Das ist nach Ansicht des Gerichtshofes nicht der Fall. Aus der Wortfolge "zeitlich unmittelbar vorangehend" in § 8 Abs. 1 Waffengebrauchsgesetz 1969 ergibt sich, daß zwischen Androhung und eventueller Ausführung des Waffengebrauches nur ein möglichst kurzer Zeitraum liegen darf, sodaß auf die Mißachtung der Androhung des Waffengebrauches dessen Ausführung prompt folgen kann (Erben-Szirba, a.a.O., S. 57). Keineswegs kann es ausreichend sein, den lebensgefährdenden Waffengebrauch schon zu einer Zeit (präventiv) anzudrohen, in der die Voraussetzungen gemäß § 7 Z. 2 bis 4 Waffengebrauchsgesetz 1969 noch gar nicht vorliegen, sondern nur die Möglichkeit besteht, daß eine Situation eintritt, die diese Voraussetzungen erfüllt. Die Androhung ist somit nur zulässig, wenn auch die Voraussetzungen für den unmittelbar nachfolgenden lebensgefährdenden Waffengebrauch gegeben sind (vgl. für die Androhung durch Abgabe eines Warnschusses, Erben-Szirba, a. a.O., S. 58).
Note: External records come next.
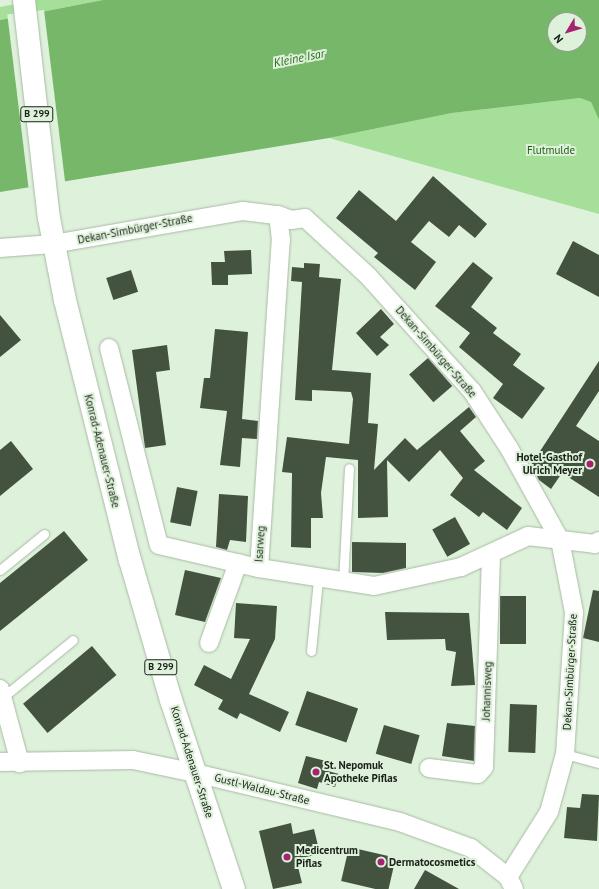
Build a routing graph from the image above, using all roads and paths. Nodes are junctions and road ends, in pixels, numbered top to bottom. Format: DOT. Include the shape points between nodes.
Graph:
graph roads {
  1 [pos="24,0"];
  2 [pos="278,215"];
  3 [pos="52,235"];
  4 [pos="0,248"];
  5 [pos="108,348"];
  6 [pos="349,468"];
  7 [pos="44,534"];
  8 [pos="560,540"];
  9 [pos="599,541"];
  10 [pos="490,556"];
  11 [pos="238,563"];
  12 [pos="259,568"];
  13 [pos="0,570"];
  14 [pos="318,579"];
  15 [pos="343,582"];
  16 [pos="73,640"];
  17 [pos="209,643"];
  18 [pos="311,651"];
  19 [pos="1,693"];
  20 [pos="565,754"];
  21 [pos="0,762"];
  22 [pos="20,763"];
  23 [pos="599,763"];
  24 [pos="429,768"];
  25 [pos="195,772"];
  26 [pos="511,883"];
  27 [pos="234,889"];
  1 -- 3 [label="main road, Konrad-Adenauer-Straße / B 299"];
  2 -- 3 [label="street, Dekan-Simbürger-Straße" via="243,211"];
  2 -- 8 [label="street, Dekan-Simbürger-Straße" via="291,220 304,218 368,276 472,391 509,448"];
  2 -- 12 [label="street, Isarweg" via="281,240"];
  3 -- 4 [label="street, Dekan-Simbürger-Straße"];
  3 -- 25 [label="main road, Konrad-Adenauer-Straße / B 299" via="108,478 171,700"];
  5 -- 11 [label="street, Isarweg" via="159,545"];
  6 -- 15 [label="lane"];
  7 -- 13 [label="lane"];
  8 -- 9 [label="street" via="595,544"];
  8 -- 10 [label="street" via="528,536"];
  8 -- 20 [label="street, Dekan-Simbürger-Straße" via="574,612"];
  10 -- 15 [label="street" via="461,567 374,586"];
  10 -- 24 [label="street, Johannisweg" via="484,767 478,774"];
  11 -- 12 [label="street, Isarweg"];
  11 -- 17 [label="street"];
  12 -- 14 [label="street"];
  14 -- 15 [label="street"];
  14 -- 18 [label="lane"];
  16 -- 19 [label="lane"];
  19 -- 22 [label="street"];
  20 -- 23 [label="lane"];
  20 -- 26 [label="street, Dekan-Simbürger-Straße" via="549,812"];
  21 -- 22 [label="street, Gustl-Waldau-Straße"];
  22 -- 25 [label="street, Gustl-Waldau-Straße" via="133,760"];
  25 -- 26 [label="street, Gustl-Waldau-Straße" via="400,822 472,848"];
  25 -- 27 [label="main road, Konrad-Adenauer-Straße / B 299"];
}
Vorliegend haben die Beamten den Waffengebrauch bereits angedroht, als sie den Beschwerdeführer aufforderten, seinen Wagen abzustellen und sich anschließend einem Alkoholtest zu unterziehen. Zu dieser Zeit waren aber keineswegs die Voraussetzungen für den lebensgefährdenden Waffengebrauch gegeben, weshalb nach den obigen Ausführungen auch keine Androhung eines derartigen Waffengebrauches in Betracht kam. Der lebensgefährdende Waffengebrauch war daher schon mangels gesetzmäßiger Androhung nicht zulässig. Insofern hat die belangte Behörde die Rechtslage verkannt.
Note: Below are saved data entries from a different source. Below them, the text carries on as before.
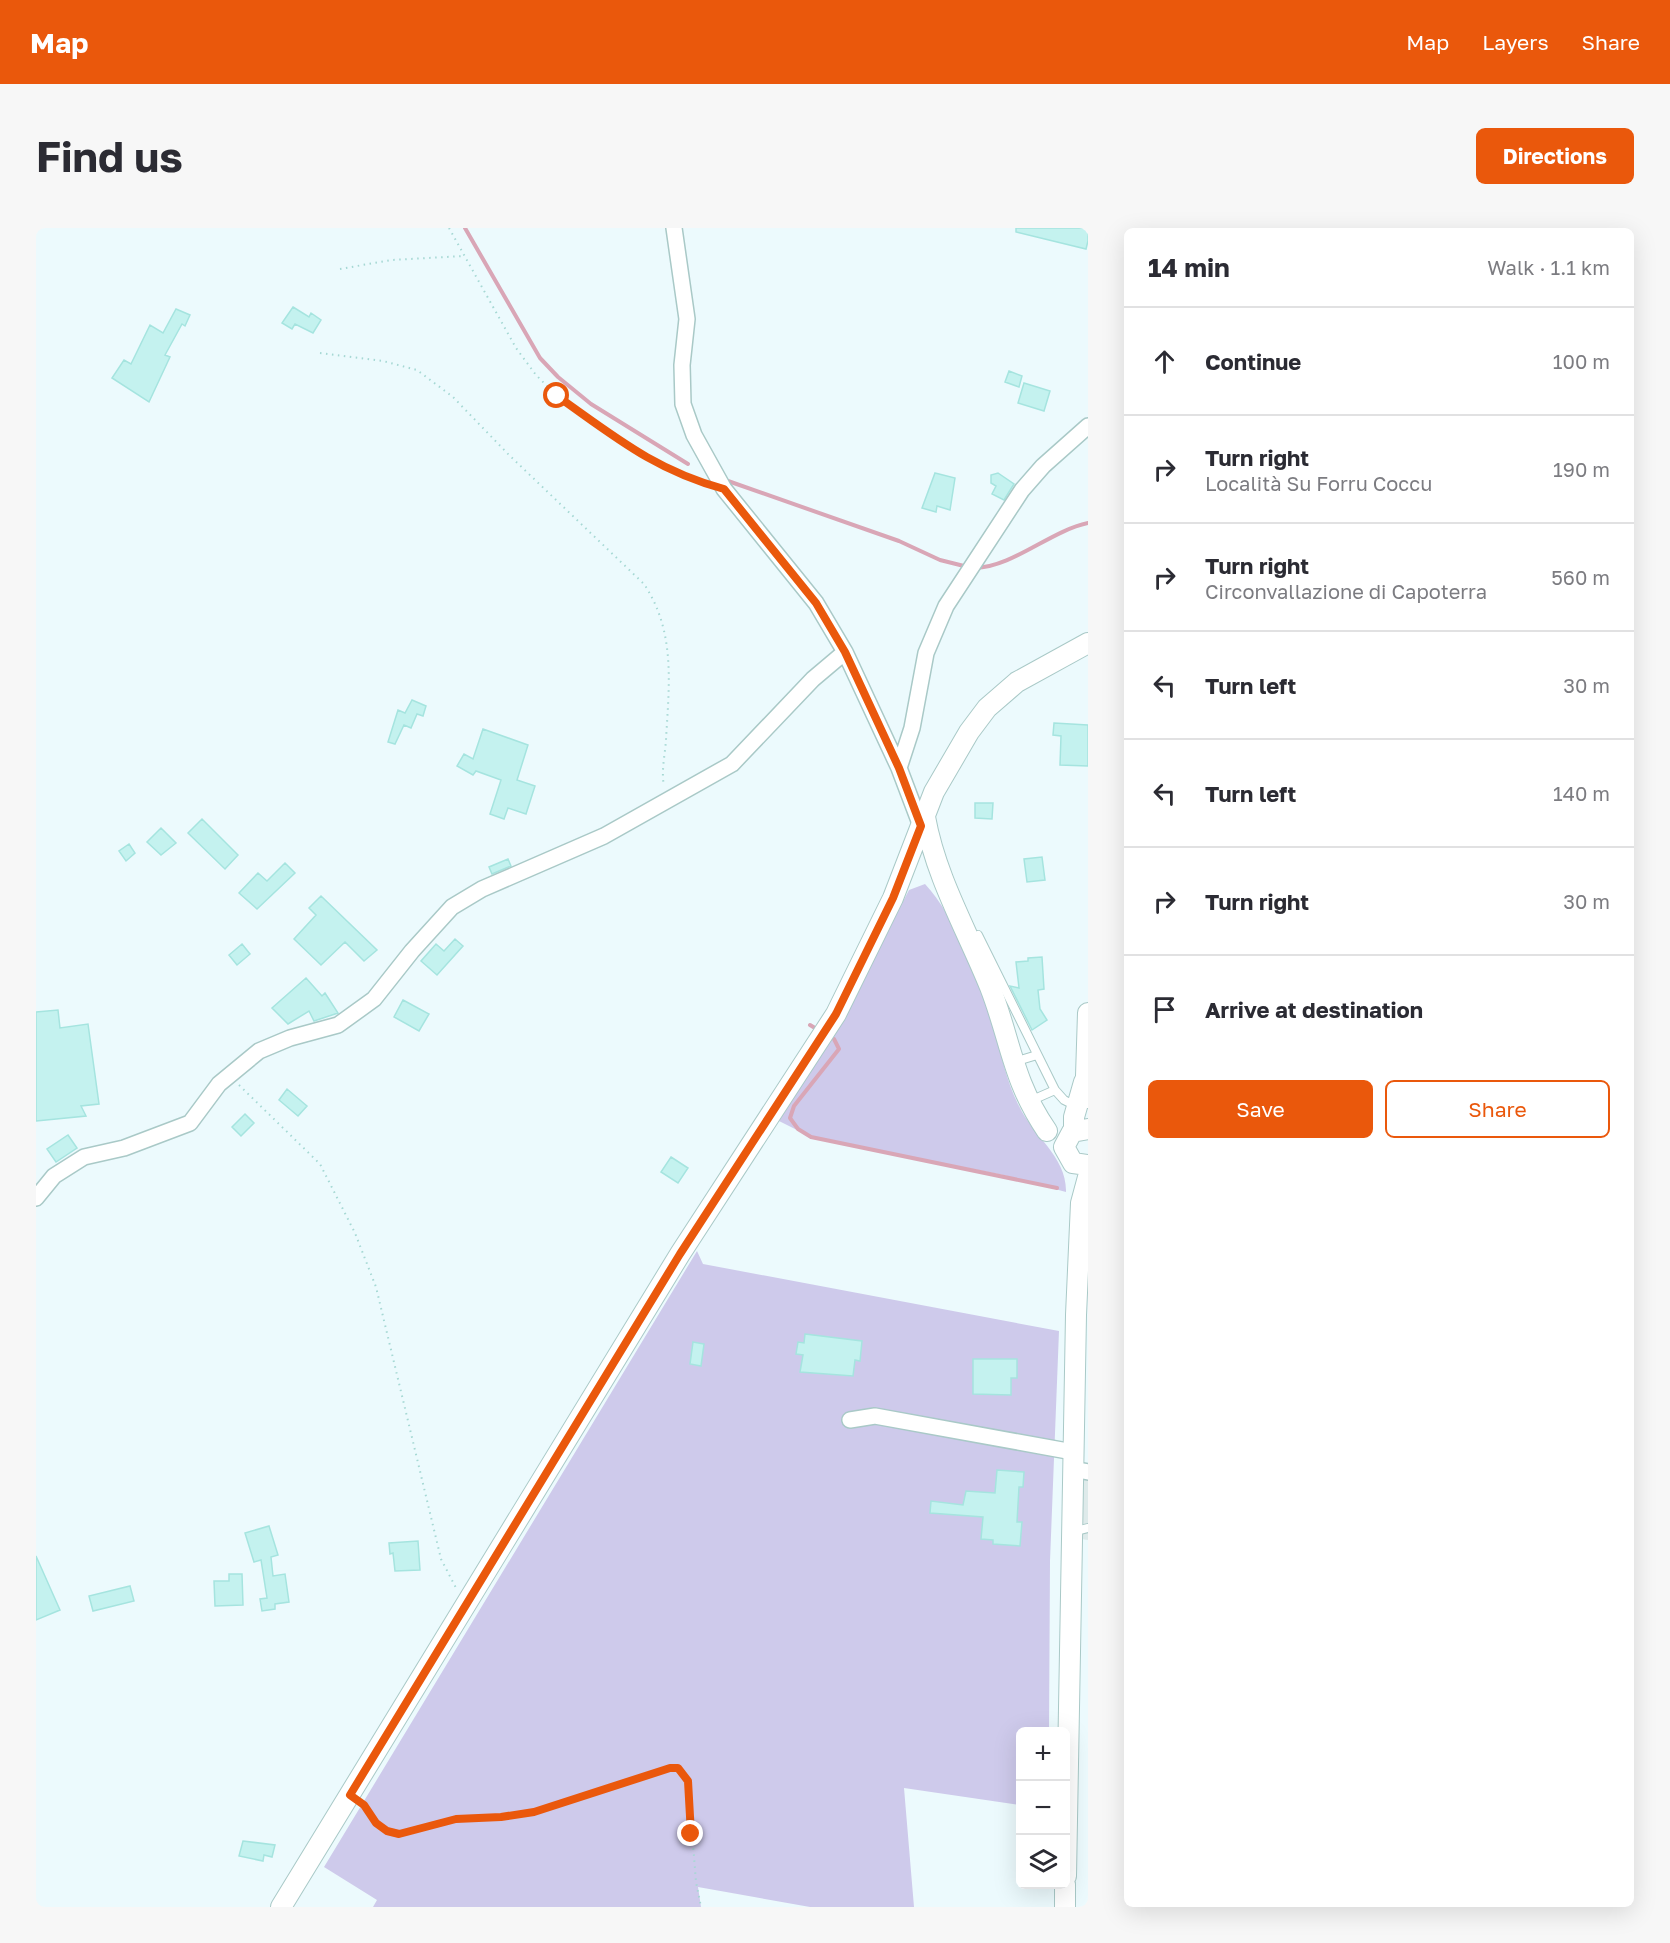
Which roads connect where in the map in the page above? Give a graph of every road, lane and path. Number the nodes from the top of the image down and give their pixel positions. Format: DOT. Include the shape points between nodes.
graph roads {
  1 [pos="449,228"];
  2 [pos="674,228"];
  3 [pos="464,256"];
  4 [pos="340,269"];
  5 [pos="320,353"];
  6 [pos="1088,426"];
  7 [pos="724,489"];
  8 [pos="1088,643"];
  9 [pos="845,652"];
  10 [pos="899,768"];
  11 [pos="933,797"];
  12 [pos="666,801"];
  13 [pos="912,801"];
  14 [pos="923,821"];
  15 [pos="902,876"];
  16 [pos="942,882"];
  17 [pos="1088,1013"];
  18 [pos="1037,1055"];
  19 [pos="1012,1063"];
  20 [pos="229,1076"];
  21 [pos="1055,1090"];
  22 [pos="1028,1101"];
  23 [pos="1083,1103"];
  24 [pos="1047,1131"];
  25 [pos="1076,1145"];
  26 [pos="1088,1177"];
  27 [pos="36,1198"];
  28 [pos="1081,1203"];
  29 [pos="850,1420"];
  30 [pos="1077,1471"];
  31 [pos="1079,1530"];
  32 [pos="467,1602"];
  33 [pos="350,1795"];
  34 [pos="1067,1835"];
  35 [pos="1065,1889"];
  36 [pos="281,1907"];
  37 [pos="701,1907"];
  38 [pos="1065,1907"];
  1 -- 3 [label="path"];
  2 -- 7 [label="street" via="687,319 683,404 694,435"];
  3 -- 4 [label="path" via="391,260"];
  3 -- 7 [label="path" via="516,348 557,396 651,462"];
  5 -- 12 [label="path" via="417,370 453,397 644,584 658,605 666,631 669,664 662,779"];
  6 -- 10 [label="street" via="1036,474 980,552 933,631"];
  7 -- 9 [label="street" via="816,603"];
  8 -- 11 [label="street" via="1035,670 987,708 949,764"];
  9 -- 10 [label="street"];
  9 -- 12 [label="street" via="813,679 732,764"];
  10 -- 13 [label="street"];
  11 -- 13 [label="street" via="919,803"];
  11 -- 14 [label="street"];
  12 -- 20 [label="street" via="604,836 482,889 452,907 374,999 338,1025 259,1051"];
  13 -- 14 [label="street"];
  14 -- 15 [label="street"];
  14 -- 16 [label="street"];
  15 -- 16 [label="street" via="920,869"];
  15 -- 32 [label="street" via="836,1014 680,1254"];
  16 -- 18 [label="lane" via="952,882"];
  16 -- 19 [label="street" via="991,990"];
  17 -- 23 [label="street"];
  18 -- 19 [label="lane"];
  18 -- 21 [label="lane"];
  19 -- 22 [label="street"];
  20 -- 27 [label="street" via="190,1123 124,1148 84,1157 54,1176"];
  20 -- 32 [label="path" via="320,1164 355,1233 376,1287 441,1559"];
  21 -- 22 [label="lane"];
  21 -- 23 [label="lane" via="1064,1100"];
  22 -- 24 [label="street"];
  23 -- 25 [label="street"];
  24 -- 25 [label="street"];
  25 -- 28 [label="street" via="1073,1173"];
  26 -- 28 [label="street"];
  28 -- 30 [label="street"];
  29 -- 30 [label="street" via="875,1416"];
  30 -- 31 [label="street"];
  31 -- 34 [label="street"];
  32 -- 33 [label="street"];
  33 -- 36 [label="street"];
  33 -- 37 [label="path" via="364,1805 376,1823 399,1834 456,1819 534,1812 678,1768 688,1781"];
  35 -- 38 [label="street"];
}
Es sei hinzugefügt, daß der vom Beschwerdeführer beim gegenständlichen Vorfall geleistete Widerstand gegen die Staatsgewalt - gemäß § 269 StGB eine mit mehr als einjähriger Strafe bedrohte strafbare Handlung, die nur vorsätzlich begangen werden kann -, dessentwegen der Beschwerdeführer nach seinem eigenen Vorbringen im Verfahren vor der belangten Behörde rechtskräftig gerichtlich verurteilt worden ist, den lebensgefährdenden Waffengebrauch - ungeachtet der Frage der gesetzmäßigen Androhung - nach dem Gebot der Verhältnismäßigkeit nur dann rechtfertigen könnte, wenn es nicht möglich und zielführend gewesen wäre, den flüchtenden Beschwerdeführer etwa mit einem Kraftfahrzeug zu verfolgen. Dazu fehlt es jedoch an den notwendigen Feststellungen über die örtlichen Gegebenheiten und die Frage, ob den Beamten ein sofort einsatzbereites Fahrzeug zur Verfügung gestanden ist.
Der angefochtene Bescheid war wegen der prävalierenden Rechtswidrigkeit seines Inhaltes gemäß § 42 Abs. 2 Z. 1 VwGG aufzuheben.
Der Ausspruch über den Aufwandersatz gründet sich auf die §§ 47 ff VwGG iVm der Verordnung BGBl. Nr. 416/1994.